**Task prompt**
Without changing a single character, copy every record below.

**Provided data**

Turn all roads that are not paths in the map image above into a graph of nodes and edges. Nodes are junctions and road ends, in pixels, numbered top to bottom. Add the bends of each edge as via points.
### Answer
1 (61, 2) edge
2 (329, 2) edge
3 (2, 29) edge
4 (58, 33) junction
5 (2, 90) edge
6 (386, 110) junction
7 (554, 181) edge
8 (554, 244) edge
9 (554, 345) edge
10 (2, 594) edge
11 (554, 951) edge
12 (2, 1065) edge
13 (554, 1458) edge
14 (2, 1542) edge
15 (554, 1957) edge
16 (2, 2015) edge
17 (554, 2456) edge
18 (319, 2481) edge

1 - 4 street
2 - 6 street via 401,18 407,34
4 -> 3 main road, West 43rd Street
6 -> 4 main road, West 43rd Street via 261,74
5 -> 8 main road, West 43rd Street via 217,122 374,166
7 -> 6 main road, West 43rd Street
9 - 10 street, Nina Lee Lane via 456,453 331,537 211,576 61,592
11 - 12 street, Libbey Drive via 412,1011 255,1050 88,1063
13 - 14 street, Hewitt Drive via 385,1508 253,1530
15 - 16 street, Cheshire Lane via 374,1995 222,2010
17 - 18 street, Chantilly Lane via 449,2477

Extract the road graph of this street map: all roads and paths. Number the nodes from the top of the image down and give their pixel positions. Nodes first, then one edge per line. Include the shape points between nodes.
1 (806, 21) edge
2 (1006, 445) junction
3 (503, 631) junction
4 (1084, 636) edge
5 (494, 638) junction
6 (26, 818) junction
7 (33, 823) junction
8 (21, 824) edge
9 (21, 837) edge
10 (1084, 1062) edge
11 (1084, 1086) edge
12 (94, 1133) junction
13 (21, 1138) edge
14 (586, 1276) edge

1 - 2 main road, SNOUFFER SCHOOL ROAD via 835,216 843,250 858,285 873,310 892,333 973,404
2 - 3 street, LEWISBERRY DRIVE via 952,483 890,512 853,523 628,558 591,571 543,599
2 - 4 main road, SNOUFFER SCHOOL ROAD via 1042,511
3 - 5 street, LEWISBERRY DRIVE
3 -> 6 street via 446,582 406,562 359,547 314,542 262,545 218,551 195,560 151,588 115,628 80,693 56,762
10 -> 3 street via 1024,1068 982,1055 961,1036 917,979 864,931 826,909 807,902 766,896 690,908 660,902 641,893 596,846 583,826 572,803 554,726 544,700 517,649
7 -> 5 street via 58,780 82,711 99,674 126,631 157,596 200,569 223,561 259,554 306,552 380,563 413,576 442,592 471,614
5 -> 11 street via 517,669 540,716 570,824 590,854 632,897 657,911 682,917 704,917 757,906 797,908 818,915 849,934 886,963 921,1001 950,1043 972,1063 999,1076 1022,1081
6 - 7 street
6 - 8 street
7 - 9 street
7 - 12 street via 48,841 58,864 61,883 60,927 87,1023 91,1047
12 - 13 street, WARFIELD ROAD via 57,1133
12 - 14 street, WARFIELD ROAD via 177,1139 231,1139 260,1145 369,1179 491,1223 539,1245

**Reply to the task**
Turn all roads that are not paths in the map image above into a graph of nodes and edges. Nodes are junctions and road ends, in pixels, numbered top to bottom. Add the bends of each edge as via points.
### Answer
1 (61, 2) edge
2 (329, 2) edge
3 (2, 29) edge
4 (58, 33) junction
5 (2, 90) edge
6 (386, 110) junction
7 (554, 181) edge
8 (554, 244) edge
9 (554, 345) edge
10 (2, 594) edge
11 (554, 951) edge
12 (2, 1065) edge
13 (554, 1458) edge
14 (2, 1542) edge
15 (554, 1957) edge
16 (2, 2015) edge
17 (554, 2456) edge
18 (319, 2481) edge

1 - 4 street
2 - 6 street via 401,18 407,34
4 -> 3 main road, West 43rd Street
6 -> 4 main road, West 43rd Street via 261,74
5 -> 8 main road, West 43rd Street via 217,122 374,166
7 -> 6 main road, West 43rd Street
9 - 10 street, Nina Lee Lane via 456,453 331,537 211,576 61,592
11 - 12 street, Libbey Drive via 412,1011 255,1050 88,1063
13 - 14 street, Hewitt Drive via 385,1508 253,1530
15 - 16 street, Cheshire Lane via 374,1995 222,2010
17 - 18 street, Chantilly Lane via 449,2477

Extract the road graph of this street map: all roads and paths. Number the nodes from the top of the image down and give their pixel positions. Nodes first, then one edge per line. Include the shape points between nodes.
1 (806, 21) edge
2 (1006, 445) junction
3 (503, 631) junction
4 (1084, 636) edge
5 (494, 638) junction
6 (26, 818) junction
7 (33, 823) junction
8 (21, 824) edge
9 (21, 837) edge
10 (1084, 1062) edge
11 (1084, 1086) edge
12 (94, 1133) junction
13 (21, 1138) edge
14 (586, 1276) edge

1 - 2 main road, SNOUFFER SCHOOL ROAD via 835,216 843,250 858,285 873,310 892,333 973,404
2 - 3 street, LEWISBERRY DRIVE via 952,483 890,512 853,523 628,558 591,571 543,599
2 - 4 main road, SNOUFFER SCHOOL ROAD via 1042,511
3 - 5 street, LEWISBERRY DRIVE
3 -> 6 street via 446,582 406,562 359,547 314,542 262,545 218,551 195,560 151,588 115,628 80,693 56,762
10 -> 3 street via 1024,1068 982,1055 961,1036 917,979 864,931 826,909 807,902 766,896 690,908 660,902 641,893 596,846 583,826 572,803 554,726 544,700 517,649
7 -> 5 street via 58,780 82,711 99,674 126,631 157,596 200,569 223,561 259,554 306,552 380,563 413,576 442,592 471,614
5 -> 11 street via 517,669 540,716 570,824 590,854 632,897 657,911 682,917 704,917 757,906 797,908 818,915 849,934 886,963 921,1001 950,1043 972,1063 999,1076 1022,1081
6 - 7 street
6 - 8 street
7 - 9 street
7 - 12 street via 48,841 58,864 61,883 60,927 87,1023 91,1047
12 - 13 street, WARFIELD ROAD via 57,1133
12 - 14 street, WARFIELD ROAD via 177,1139 231,1139 260,1145 369,1179 491,1223 539,1245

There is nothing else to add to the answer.